Jarvi and Britt have worked on the home, too, as well as other Habitat houses in the area. That’s the sweat equity part of Habitat’s model, which also includes an affordable mortgage and financial counseling.
Between their jobs and their Habitat hours, Jarvi said they’ve only really been getting one day off a week.
“It is a lot more than just being given to you,” she said. “You kind of got to be motivated to fulfill those [sweat equity] hours.”
She’s still nervous about the cost of the home, and the energy savings are a welcome benefit. They hope to move in mid-December.
'A much better product’
The idea of a net-zero Habitat house started with a presentation Mjolsness attended.
Sam Friesen of nonprofit Fresh Energy gave a talk on an air handling unit that can also be used to heat a house in place of a furnace. The Cohasset house will be heated with one of those units.
“I reached out to Sam, and I said, ‘Sam, I want to know if these air handling units could work in our Habitat houses,’” Mjolsness recounted. “And he basically came back and said, ‘I really think that you guys should just build this way in general.’”
Building “this way” means triple-pane windows, LED lighting, thicker walls with extra insulation and a thicker slab.
“All the numbers that I pulled prior to building this house for a budget was coming out better than the way we were normally building,” Mjolsness said.

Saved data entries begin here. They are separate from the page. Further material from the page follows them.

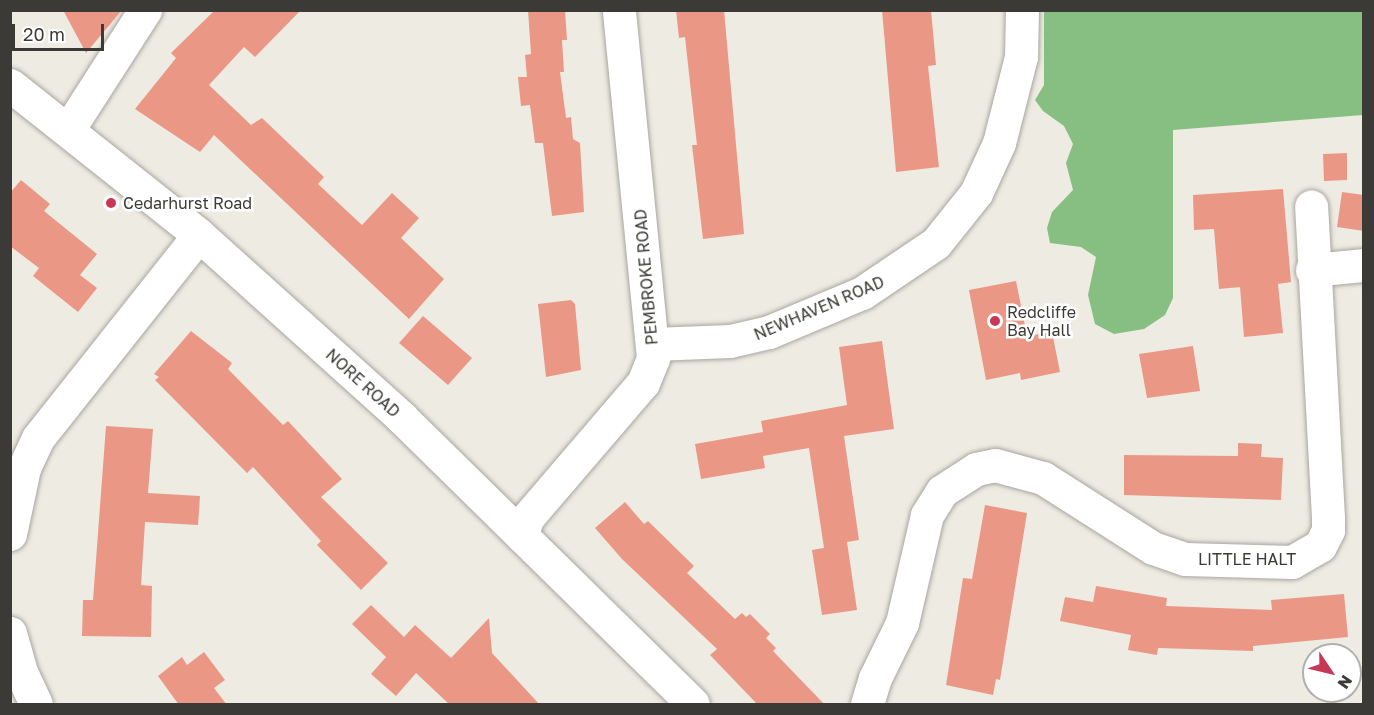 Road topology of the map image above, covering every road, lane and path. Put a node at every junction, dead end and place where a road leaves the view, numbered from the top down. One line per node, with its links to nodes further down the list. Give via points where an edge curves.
1 (145, 10): 5 (street)
2 (620, 10): 10 (street, PEMBROKE ROAD)
3 (1022, 10): 10 (street, NEWHAVEN ROAD, via 1021,57 999,143 976,193 936,243 862,293 769,332 730,341)
4 (10, 85): 5 (street, NORE ROAD)
5 (68, 130): 7 (street, NORE ROAD)
6 (1311, 207): 9 (street, LITTLE HALT)
7 (199, 235): 11 (street, via 38,438 24,468); 12 (street, NORE ROAD, via 423,437)
8 (1364, 265): 9 (street)
9 (1312, 270): 16 (street, LITTLE HALT, via 1328,518 1328,530 1320,546 1303,559 1185,559 1153,548 1043,478 995,465 966,472 954,480 927,515 902,623 875,678)
10 (653, 344): 12 (street, PEMBROKE ROAD, via 648,376 528,517)
11 (10, 534)
12 (520, 535): 15 (street, NORE ROAD)
13 (10, 633): 14 (street)
14 (36, 705)
15 (693, 705)
16 (867, 705) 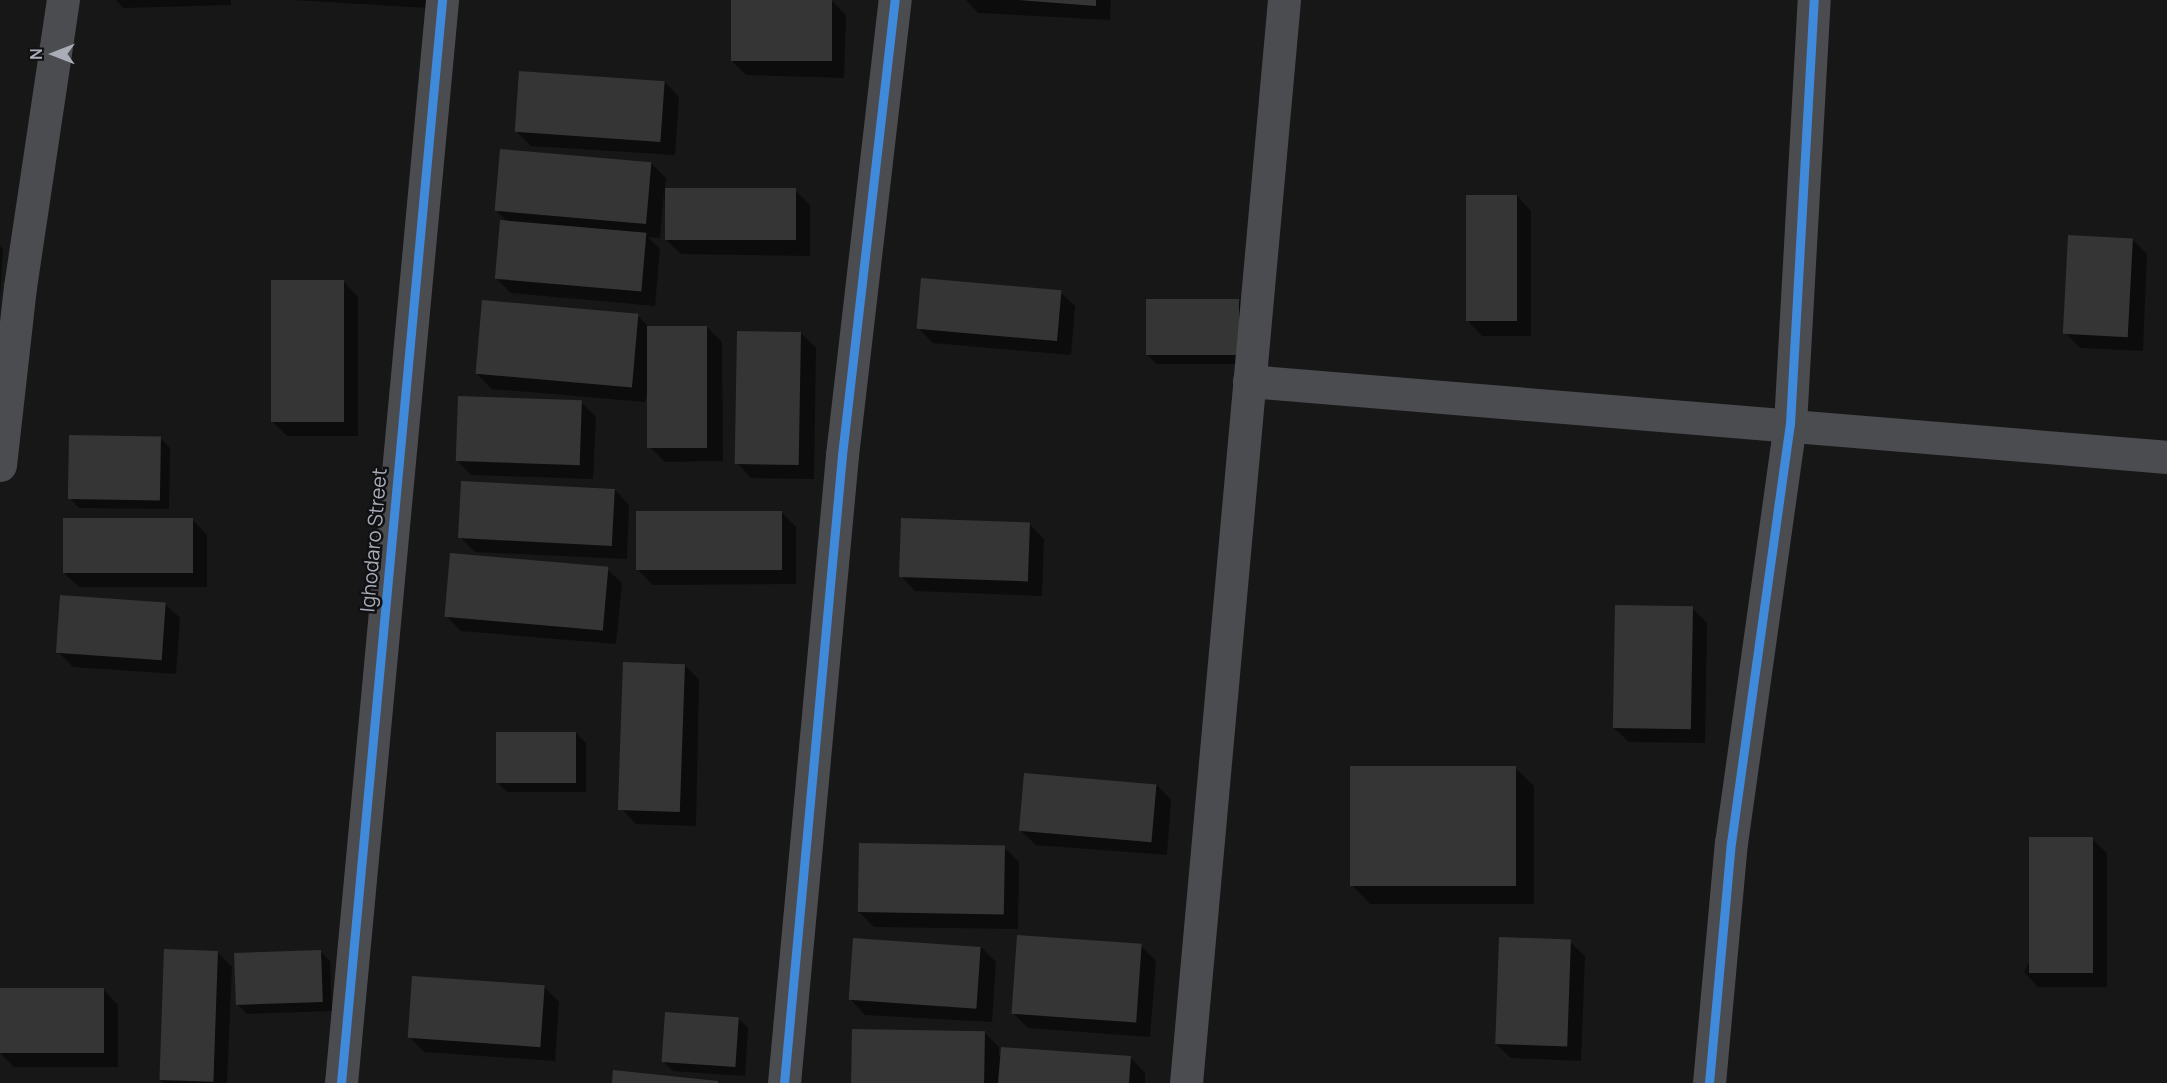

“And so, we’re building a much better house product for this family at a cheaper cost.”
These methods are a growing trend in construction — especially in northern climates — and Mjolsness said building codes are heading that way, too.
That’s part of why Itasca County Habitat for Humanity is featuring the home at its Building for Tomorrow fundraiser. Attendees can tour the house 4:30-6:30 p.m. Tuesday, Nov. 18.
The more people see this type of construction, the more will want to build this way, Mjolsness said.
That goes for the other Habitat for Humanity branches in Minnesota and the country.
“I think the more that we can build this way and showcase how well it works and how great it is for the family, not just for the environment, I think it just becomes a no-brainer,” Mjolsness said.